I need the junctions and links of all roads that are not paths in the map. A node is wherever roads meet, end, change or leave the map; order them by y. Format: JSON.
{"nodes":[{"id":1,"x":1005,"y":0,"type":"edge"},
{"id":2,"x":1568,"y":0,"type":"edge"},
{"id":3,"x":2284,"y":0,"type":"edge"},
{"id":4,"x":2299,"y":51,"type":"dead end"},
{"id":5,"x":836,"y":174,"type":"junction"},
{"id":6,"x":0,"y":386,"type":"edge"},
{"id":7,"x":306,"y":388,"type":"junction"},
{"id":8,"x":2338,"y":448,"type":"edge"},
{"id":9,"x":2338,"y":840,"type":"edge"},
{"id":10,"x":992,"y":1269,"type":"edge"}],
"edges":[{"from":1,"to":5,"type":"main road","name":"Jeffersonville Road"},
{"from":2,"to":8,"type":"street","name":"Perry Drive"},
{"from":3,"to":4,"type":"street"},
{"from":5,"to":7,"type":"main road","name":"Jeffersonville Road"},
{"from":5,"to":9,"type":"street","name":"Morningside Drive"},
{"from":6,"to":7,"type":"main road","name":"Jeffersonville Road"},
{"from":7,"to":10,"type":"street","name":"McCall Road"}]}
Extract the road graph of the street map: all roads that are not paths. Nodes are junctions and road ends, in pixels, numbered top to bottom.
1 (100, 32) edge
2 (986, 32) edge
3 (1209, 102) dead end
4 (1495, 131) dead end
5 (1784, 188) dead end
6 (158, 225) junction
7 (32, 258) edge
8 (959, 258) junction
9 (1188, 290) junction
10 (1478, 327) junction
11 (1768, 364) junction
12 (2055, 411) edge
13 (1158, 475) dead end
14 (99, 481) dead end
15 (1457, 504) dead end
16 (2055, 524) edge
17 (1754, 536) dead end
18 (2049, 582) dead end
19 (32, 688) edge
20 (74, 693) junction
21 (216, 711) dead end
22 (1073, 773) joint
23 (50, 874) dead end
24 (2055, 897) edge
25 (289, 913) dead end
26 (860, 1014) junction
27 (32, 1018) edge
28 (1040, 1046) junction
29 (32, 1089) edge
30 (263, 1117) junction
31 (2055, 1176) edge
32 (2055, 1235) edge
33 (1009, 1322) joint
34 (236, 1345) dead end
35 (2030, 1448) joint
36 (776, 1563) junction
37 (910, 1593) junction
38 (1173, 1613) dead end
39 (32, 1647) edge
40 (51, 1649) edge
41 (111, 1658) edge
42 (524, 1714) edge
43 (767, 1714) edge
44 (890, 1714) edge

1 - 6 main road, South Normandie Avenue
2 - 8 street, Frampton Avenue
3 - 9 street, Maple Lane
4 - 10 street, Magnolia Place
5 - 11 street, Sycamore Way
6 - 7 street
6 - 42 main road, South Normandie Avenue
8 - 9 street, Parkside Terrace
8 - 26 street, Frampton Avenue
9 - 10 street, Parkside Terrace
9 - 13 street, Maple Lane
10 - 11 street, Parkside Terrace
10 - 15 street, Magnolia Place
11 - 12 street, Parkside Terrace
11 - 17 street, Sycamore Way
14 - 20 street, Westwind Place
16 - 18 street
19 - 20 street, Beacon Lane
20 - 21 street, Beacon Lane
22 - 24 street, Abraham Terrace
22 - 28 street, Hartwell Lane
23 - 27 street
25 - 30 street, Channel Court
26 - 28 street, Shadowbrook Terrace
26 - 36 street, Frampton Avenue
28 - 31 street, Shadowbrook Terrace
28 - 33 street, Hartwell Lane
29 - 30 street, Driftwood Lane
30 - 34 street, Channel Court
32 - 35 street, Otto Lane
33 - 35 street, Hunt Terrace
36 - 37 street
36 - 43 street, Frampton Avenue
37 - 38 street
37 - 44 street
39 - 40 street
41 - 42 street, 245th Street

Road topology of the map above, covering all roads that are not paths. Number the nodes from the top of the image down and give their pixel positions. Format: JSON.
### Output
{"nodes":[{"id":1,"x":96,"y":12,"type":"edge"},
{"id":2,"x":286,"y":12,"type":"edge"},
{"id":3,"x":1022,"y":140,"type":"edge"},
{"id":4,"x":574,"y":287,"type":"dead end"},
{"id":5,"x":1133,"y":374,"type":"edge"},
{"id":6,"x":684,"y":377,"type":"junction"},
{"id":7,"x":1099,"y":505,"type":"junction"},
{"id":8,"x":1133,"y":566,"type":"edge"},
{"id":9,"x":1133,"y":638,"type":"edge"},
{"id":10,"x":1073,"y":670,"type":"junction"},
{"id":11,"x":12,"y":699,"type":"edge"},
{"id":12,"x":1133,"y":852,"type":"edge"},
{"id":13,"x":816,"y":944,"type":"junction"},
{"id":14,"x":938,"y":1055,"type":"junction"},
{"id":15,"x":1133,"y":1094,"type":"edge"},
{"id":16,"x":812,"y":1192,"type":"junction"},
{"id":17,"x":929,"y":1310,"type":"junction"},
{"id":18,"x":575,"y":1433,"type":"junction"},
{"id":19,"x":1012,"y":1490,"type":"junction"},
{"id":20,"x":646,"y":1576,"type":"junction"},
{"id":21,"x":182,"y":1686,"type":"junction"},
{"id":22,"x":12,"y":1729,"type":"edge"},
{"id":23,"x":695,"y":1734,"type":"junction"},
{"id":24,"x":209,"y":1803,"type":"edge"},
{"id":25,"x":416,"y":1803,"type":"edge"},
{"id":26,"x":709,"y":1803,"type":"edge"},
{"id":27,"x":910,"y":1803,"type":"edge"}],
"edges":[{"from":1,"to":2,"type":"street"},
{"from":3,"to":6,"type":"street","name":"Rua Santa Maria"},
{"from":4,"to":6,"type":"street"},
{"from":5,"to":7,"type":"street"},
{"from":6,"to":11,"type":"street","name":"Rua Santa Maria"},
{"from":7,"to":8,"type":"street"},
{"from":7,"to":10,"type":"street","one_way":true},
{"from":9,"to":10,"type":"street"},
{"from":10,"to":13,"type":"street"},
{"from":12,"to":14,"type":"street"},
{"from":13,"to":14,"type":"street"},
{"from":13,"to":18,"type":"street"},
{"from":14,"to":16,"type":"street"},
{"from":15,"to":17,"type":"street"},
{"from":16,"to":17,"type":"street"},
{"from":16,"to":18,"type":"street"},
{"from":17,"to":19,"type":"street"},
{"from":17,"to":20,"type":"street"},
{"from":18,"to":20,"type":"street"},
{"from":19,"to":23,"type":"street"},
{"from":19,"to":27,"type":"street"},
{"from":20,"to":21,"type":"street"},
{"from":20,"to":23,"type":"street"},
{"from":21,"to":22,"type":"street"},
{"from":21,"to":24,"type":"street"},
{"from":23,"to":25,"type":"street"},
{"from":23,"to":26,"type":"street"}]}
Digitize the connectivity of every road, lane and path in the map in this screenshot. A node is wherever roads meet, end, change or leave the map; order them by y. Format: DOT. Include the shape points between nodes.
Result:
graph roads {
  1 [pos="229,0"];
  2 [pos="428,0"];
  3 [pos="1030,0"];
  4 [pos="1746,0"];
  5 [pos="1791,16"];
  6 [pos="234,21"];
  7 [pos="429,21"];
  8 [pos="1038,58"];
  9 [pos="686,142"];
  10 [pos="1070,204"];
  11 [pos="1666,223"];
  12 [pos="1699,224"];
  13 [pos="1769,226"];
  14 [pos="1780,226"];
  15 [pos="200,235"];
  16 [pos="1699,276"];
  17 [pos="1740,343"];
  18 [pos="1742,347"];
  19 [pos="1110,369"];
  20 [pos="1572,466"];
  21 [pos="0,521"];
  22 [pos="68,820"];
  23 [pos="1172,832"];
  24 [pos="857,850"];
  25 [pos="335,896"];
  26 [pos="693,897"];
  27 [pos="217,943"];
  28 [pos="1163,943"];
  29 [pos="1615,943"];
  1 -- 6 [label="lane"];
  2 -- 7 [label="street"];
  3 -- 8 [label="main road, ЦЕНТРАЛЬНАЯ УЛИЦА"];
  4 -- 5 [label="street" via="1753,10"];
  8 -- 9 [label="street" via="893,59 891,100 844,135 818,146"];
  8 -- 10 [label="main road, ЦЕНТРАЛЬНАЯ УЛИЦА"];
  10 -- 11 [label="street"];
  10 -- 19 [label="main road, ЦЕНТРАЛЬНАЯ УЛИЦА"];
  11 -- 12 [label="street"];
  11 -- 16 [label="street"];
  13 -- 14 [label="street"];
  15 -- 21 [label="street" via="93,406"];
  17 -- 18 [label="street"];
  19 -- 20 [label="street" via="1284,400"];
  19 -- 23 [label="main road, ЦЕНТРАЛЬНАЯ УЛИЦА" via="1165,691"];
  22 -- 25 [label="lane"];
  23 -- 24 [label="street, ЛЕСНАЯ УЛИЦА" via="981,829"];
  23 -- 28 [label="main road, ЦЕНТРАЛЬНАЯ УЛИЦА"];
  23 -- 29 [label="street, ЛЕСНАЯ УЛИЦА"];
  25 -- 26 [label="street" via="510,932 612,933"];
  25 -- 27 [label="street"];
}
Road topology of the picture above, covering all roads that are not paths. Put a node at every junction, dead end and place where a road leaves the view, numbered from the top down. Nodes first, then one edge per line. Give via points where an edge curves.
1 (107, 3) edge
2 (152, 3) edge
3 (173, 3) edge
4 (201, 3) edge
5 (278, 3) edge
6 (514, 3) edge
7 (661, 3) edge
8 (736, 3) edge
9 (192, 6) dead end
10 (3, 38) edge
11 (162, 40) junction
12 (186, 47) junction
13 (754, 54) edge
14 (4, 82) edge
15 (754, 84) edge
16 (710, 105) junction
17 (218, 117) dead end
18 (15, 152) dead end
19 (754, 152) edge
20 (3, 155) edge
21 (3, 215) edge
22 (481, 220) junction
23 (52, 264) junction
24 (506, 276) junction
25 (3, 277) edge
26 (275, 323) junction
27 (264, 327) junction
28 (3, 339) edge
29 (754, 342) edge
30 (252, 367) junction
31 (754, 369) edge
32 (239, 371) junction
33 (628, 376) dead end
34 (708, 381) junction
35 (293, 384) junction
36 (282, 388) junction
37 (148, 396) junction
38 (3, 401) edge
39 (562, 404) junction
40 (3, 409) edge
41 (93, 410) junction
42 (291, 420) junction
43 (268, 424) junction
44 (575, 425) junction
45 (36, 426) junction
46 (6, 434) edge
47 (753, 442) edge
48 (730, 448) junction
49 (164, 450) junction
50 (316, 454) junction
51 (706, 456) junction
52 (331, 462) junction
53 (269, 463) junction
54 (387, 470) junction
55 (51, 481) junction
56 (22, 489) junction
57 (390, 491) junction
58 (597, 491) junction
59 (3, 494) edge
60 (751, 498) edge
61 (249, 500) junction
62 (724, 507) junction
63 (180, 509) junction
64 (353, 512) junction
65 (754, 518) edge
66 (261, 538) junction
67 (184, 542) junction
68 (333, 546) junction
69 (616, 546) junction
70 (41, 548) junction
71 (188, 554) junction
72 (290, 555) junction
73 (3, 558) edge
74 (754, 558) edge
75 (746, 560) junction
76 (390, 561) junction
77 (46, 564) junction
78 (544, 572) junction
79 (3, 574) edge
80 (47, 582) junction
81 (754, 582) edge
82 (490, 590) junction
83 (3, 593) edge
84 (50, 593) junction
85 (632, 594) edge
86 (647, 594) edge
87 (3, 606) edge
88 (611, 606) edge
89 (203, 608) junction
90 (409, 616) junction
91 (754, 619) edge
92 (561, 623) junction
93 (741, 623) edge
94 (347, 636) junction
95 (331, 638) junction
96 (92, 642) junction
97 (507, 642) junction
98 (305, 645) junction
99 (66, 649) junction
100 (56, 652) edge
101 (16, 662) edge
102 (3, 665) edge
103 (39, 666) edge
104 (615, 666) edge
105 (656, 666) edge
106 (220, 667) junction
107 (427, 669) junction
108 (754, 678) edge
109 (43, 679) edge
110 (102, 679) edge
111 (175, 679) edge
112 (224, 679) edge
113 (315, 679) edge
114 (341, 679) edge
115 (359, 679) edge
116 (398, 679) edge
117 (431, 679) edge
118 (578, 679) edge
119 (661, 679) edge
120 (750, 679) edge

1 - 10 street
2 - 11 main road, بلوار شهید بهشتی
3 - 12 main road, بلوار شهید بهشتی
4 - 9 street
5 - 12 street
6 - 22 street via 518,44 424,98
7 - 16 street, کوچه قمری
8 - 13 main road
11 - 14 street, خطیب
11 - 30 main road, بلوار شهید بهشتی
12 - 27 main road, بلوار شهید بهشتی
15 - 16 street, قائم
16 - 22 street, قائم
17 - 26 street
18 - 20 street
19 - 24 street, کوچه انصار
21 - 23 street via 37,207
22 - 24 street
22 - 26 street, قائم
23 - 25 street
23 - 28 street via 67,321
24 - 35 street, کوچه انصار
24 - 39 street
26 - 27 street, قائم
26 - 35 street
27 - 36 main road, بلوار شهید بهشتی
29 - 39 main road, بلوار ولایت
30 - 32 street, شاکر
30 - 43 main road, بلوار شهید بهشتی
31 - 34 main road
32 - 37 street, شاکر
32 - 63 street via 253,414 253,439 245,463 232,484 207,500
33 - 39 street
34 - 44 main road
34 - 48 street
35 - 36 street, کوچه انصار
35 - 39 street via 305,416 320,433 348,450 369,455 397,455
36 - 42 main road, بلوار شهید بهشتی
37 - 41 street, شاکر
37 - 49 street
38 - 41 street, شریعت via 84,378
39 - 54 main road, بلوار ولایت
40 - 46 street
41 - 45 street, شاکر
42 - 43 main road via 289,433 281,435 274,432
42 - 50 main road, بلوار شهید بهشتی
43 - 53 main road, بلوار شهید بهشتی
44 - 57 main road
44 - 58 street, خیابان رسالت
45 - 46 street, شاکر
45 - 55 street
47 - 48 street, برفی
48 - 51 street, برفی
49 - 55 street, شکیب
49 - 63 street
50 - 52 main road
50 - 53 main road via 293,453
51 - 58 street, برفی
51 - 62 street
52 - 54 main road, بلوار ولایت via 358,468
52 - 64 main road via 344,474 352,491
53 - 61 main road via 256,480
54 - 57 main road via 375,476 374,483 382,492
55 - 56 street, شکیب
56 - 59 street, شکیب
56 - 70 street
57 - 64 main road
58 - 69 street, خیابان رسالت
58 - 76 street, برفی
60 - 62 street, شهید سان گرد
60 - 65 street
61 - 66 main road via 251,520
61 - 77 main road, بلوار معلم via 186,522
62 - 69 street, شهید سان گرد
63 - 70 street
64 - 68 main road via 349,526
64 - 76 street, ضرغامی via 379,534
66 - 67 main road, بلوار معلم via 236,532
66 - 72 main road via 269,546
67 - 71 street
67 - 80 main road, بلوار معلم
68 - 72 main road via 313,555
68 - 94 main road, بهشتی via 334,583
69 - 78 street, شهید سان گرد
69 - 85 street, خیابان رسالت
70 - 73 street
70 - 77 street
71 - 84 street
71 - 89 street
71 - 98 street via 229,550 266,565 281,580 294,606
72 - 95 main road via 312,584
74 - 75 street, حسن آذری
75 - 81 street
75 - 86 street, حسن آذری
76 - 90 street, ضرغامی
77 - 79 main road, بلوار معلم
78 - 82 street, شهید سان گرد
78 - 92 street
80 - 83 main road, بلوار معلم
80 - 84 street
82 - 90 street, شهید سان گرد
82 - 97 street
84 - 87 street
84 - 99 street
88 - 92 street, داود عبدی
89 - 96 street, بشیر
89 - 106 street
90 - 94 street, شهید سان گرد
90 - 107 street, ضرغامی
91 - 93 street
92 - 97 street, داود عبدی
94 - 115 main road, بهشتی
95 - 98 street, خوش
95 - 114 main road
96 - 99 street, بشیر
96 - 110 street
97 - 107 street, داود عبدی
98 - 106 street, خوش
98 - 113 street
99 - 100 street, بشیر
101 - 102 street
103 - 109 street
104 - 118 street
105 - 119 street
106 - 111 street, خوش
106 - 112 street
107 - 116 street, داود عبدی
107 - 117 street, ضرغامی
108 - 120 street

- _BRIEF_: Task for the records above: copy every line in which the word "paths" occurs.

- _TASK RESPONSE_:
I need the junctions and links of all roads that are not paths in the map. A node is wherever roads meet, end, change or leave the map; order them by y. Format: JSON.
Extract the road graph of the street map: all roads that are not paths. Nodes are junctions and road ends, in pixels, numbered top to bottom.
Road topology of the map above, covering all roads that are not paths. Number the nodes from the top of the image down and give their pixel positions. Format: JSON.
Road topology of the picture above, covering all roads that are not paths. Put a node at every junction, dead end and place where a road leaves the view, numbered from the top down. Nodes first, then one edge per line. Give via points where an edge curves.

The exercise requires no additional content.